It was a journey Jim Stuart never planned or expected to begin. The businessman, now 49, had just retired from business after successfully co-founding Colliers International Nevada. In 2008, as he turned toward purchasing appliances for his family’s new San Diego home, he experienced frustration, followed by an epiphany.
“It is the spirit of an entrepreneur to ask the question, does it need to be this way,” he explained. “So that is a curse and burden I carry with me endlessly through my life.”
The result of that question was the birth of PIRCH, a retail chain showcasing some of the top brands in appliances for the kitchen, bath, laundry and outdoor spaces. The company is predicated on the idea that consumers of luxury appliances desire to see these products in action, rather than sitting lifelessly in a showroom.
Stuart, a University of Nevada Las Vegas alumnus, shared his experience with students and faculty at Lee School of Business, Oct. 11, as part of the inaugural Executive-in-Residence Lecture Series.
“In this particular journey it seemed inevitable that the category needed to evolve,” Stuart said. “Those products, from the moment you get up in the morning until the moment you go to bed at night, permeate your daily activities. Yet the category was never organized in a way to let you truly understand how this product can contribute to your life and it has been routinely dismissed as a warehouse and sold in boxes and crates. The industry, because of fragmentation and its size and weight, was never forced to evolve and it never did. It was in dire need of someone to take it on. We just happened to be the ones that had the ambition to do it.”
Last year, PIRCH was named on the Forbes list Most Promising Companies, and in 2013 received $62.8 million in investment capital from Connecticut-based venture capital and equity firm Catterton Partners. The transaction more than doubled PIRCH’s total venture capital since it was founded in 2009 and is expected to allow aggressive nationwide expansion. The company operates four showrooms in Southern California, as well as New York, Chicago, Dallas, Atlanta and Paramus, New Jersey.
“We use sensory immersion as one of our early ways to imprint our brand and that experience on the memory,” Stuart said. “So people can walk out and – for reasons they may not be able to fully explain – they will know that that experience and that store is something that is memorable and something they want to revisit.”
That immersion begins at the store entrance, where each customer is offered a free craft beverage from a café.
“Each store is staffed with a team of professionally trained chefs who are there to do nothing but teach,” Stuart said. “It doesn’t matter if you are a customer or not. If you sign up for a cooking class, our chefs are going to teach you their techniques and show how the products can bring those techniques right into your own home. It is done without expectation, but as it has turned out, the chefs have become the greatest salespeople in the entire company.”
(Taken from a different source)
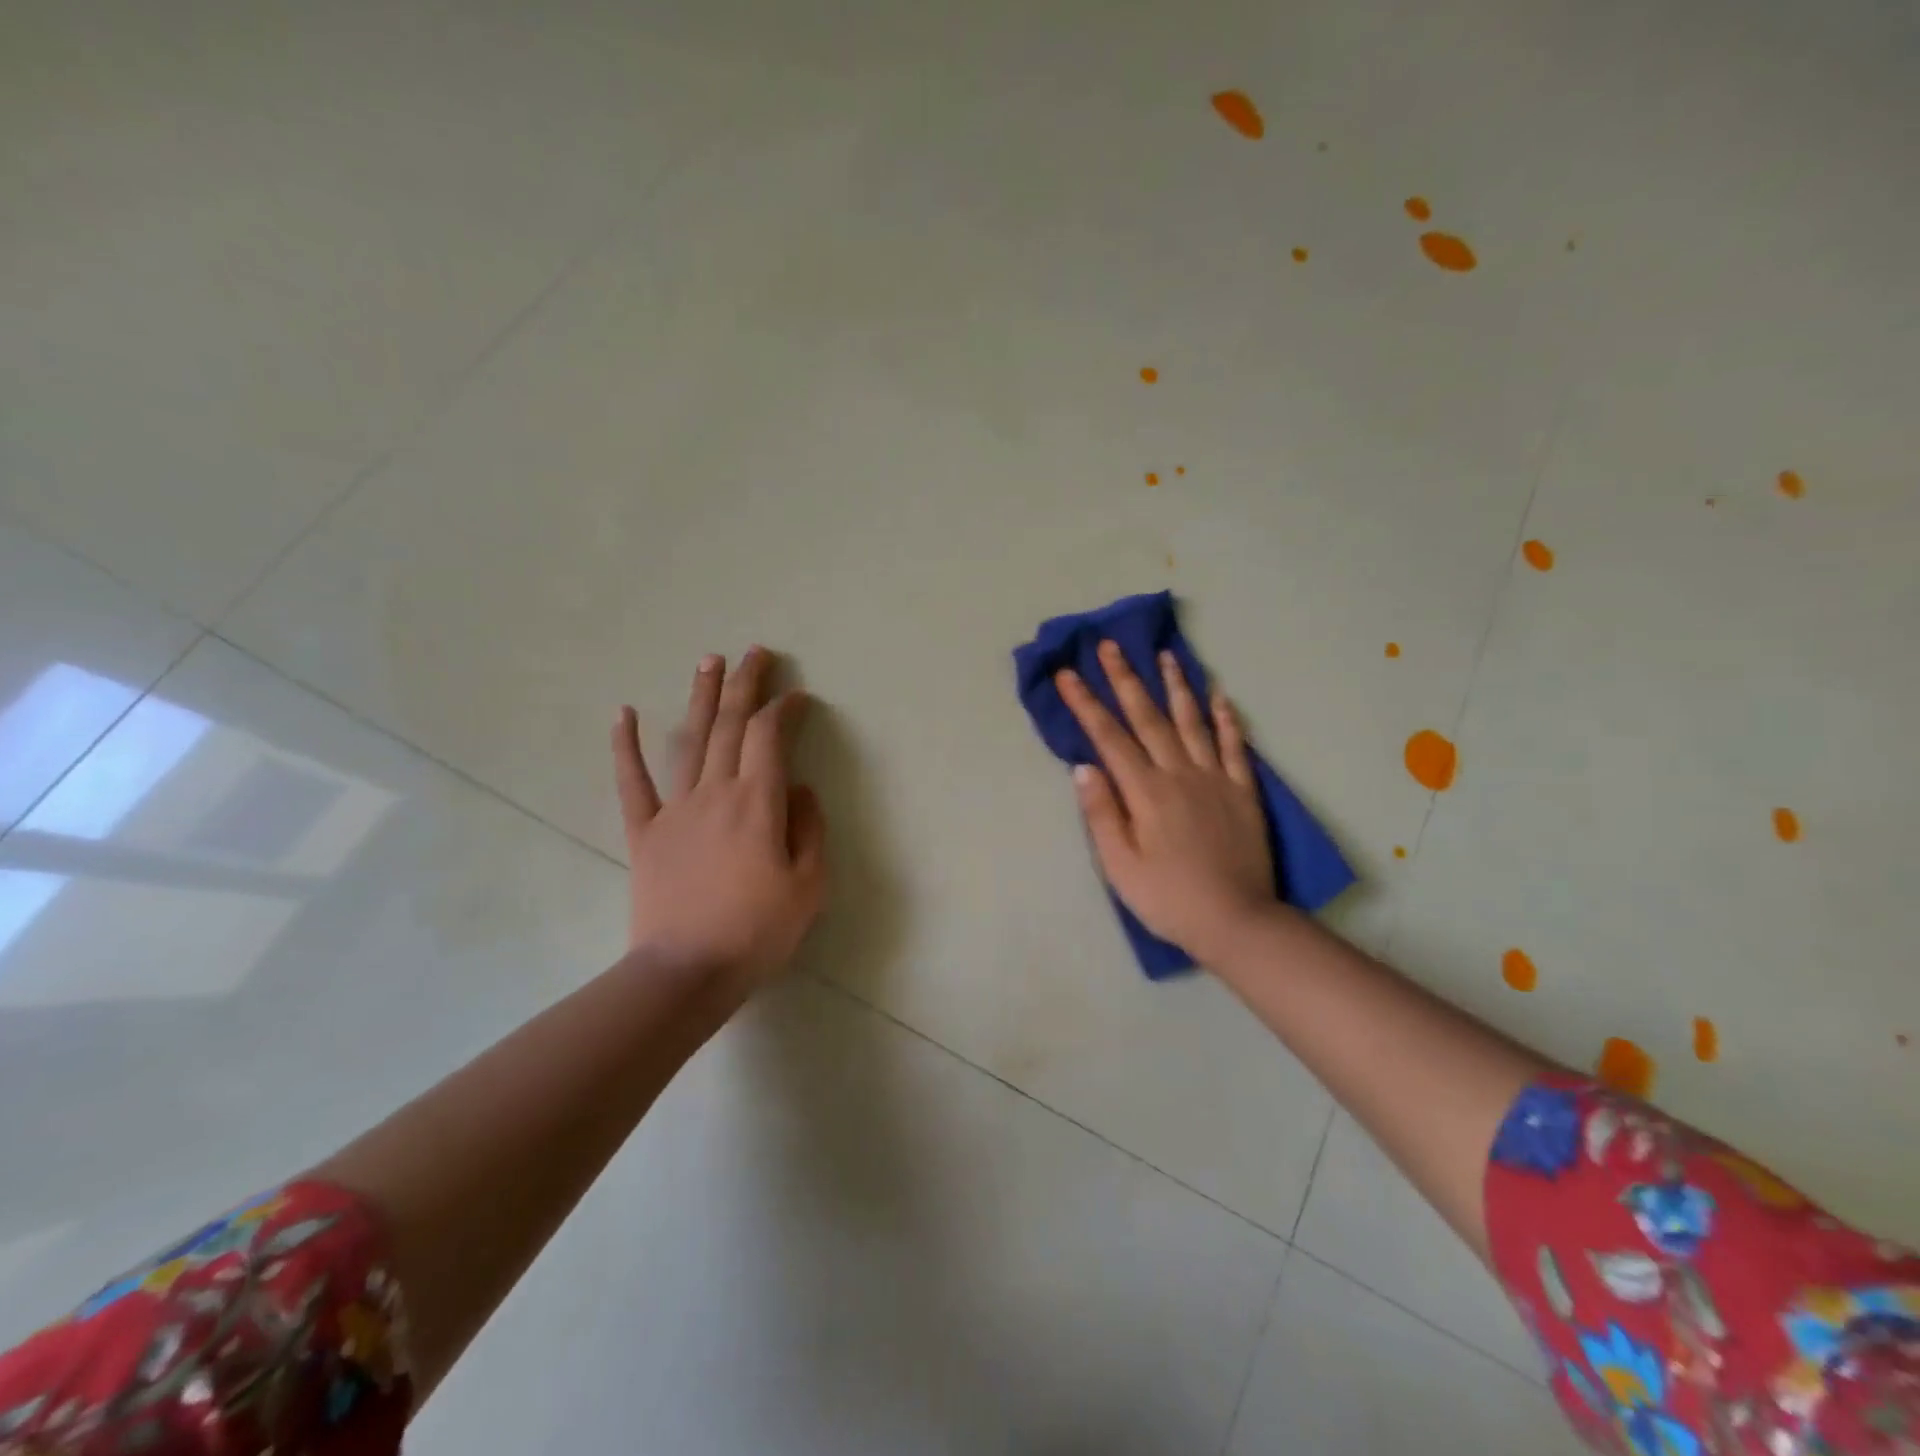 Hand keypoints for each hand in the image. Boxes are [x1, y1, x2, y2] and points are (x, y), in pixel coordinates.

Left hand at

Stuart believes everyone craves human experiences, an idea that he says has come to define the company. PIRCH ensures this approach carries to the showroom floor by immersing every new employee in a weeklong program – called the University of Joy — inside the company headquarters in San Diego.
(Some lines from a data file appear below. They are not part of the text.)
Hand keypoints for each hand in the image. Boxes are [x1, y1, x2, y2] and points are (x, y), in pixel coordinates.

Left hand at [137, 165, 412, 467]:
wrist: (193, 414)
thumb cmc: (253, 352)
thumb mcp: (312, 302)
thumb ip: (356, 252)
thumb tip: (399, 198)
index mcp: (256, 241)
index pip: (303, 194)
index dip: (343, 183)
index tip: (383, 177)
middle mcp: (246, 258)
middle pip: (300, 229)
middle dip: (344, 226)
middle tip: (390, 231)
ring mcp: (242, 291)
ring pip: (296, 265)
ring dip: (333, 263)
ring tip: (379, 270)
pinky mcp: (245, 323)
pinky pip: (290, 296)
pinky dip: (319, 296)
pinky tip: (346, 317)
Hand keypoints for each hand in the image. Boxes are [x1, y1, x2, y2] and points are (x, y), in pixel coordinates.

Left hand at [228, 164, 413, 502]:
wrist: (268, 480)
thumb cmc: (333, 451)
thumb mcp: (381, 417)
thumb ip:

“We don’t talk about human resources, legal review — we talk about the elements of living a good life,” he said. “How to become compassionate, empathetic. How to walk in someone else’s shoes. So you can understand a guest and embody the experience we want you to convey to them.”
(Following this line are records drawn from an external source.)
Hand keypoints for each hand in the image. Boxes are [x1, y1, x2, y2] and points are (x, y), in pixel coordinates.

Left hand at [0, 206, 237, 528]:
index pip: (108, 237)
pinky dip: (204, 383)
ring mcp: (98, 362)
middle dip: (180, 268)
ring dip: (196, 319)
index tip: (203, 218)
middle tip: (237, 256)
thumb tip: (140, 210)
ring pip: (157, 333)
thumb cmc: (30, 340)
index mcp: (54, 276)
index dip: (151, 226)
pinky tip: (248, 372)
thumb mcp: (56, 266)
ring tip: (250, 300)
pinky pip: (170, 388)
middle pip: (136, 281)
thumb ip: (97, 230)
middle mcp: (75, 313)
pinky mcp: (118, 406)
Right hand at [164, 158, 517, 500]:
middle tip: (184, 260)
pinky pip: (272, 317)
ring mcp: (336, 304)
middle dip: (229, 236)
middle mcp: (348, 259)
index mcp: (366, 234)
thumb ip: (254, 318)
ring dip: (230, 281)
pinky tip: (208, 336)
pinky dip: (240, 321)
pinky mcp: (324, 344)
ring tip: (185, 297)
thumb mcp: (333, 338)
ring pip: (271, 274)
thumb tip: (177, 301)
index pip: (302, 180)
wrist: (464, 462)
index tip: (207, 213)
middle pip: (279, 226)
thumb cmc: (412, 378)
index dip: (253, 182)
UNLV hosts a variety of speaker series focusing on ethics, sustainability and other aspects of business, but this is the school’s formal executive residence program.
“We ask executives to come and spend multiple days here and in small settings with our students,” said Business School Dean Brent Hathaway. “I think that is a model we can flesh out in the future. Hopefully, a year from now we can have a slate of executive residents who can come throughout the school year.”
Hathaway said providing education that integrates the academics of business with real world experience is challenging, but also provides opportunities students find valuable.
“Having someone with Jim’s background and experience level visiting in small groups or individually with students is an asset,” he said. “It is a great chance for students to ask questions that may not be as targeted to a faculty member as to someone in industry who has had that type of career.
“One of the things I like that we do all the time is ask students to do group projects that are connecting students and a project with industry,” he said. “So we work to the theory, which is important, but we also try to integrate the practice side of that as well. People like Jim and others that we bring to campus help them visualize, ‘would I really be happy in this kind of environment, or am I willing to take the risk to do a start-up?’ Sharing these stories is very powerful for them.”
Stuart is quick to say that although he conceptualized the need for a business like PIRCH and began the process of creating it, the work of others has turned it into the growing, high-profile retail player it has become.
“I’m incredibly proud of our people,” he said. “To sit back and watch what they accomplish on a regular basis, that’s where my humility comes from because I know it is their work and their effort and passion and daily activities that makes this all possible.”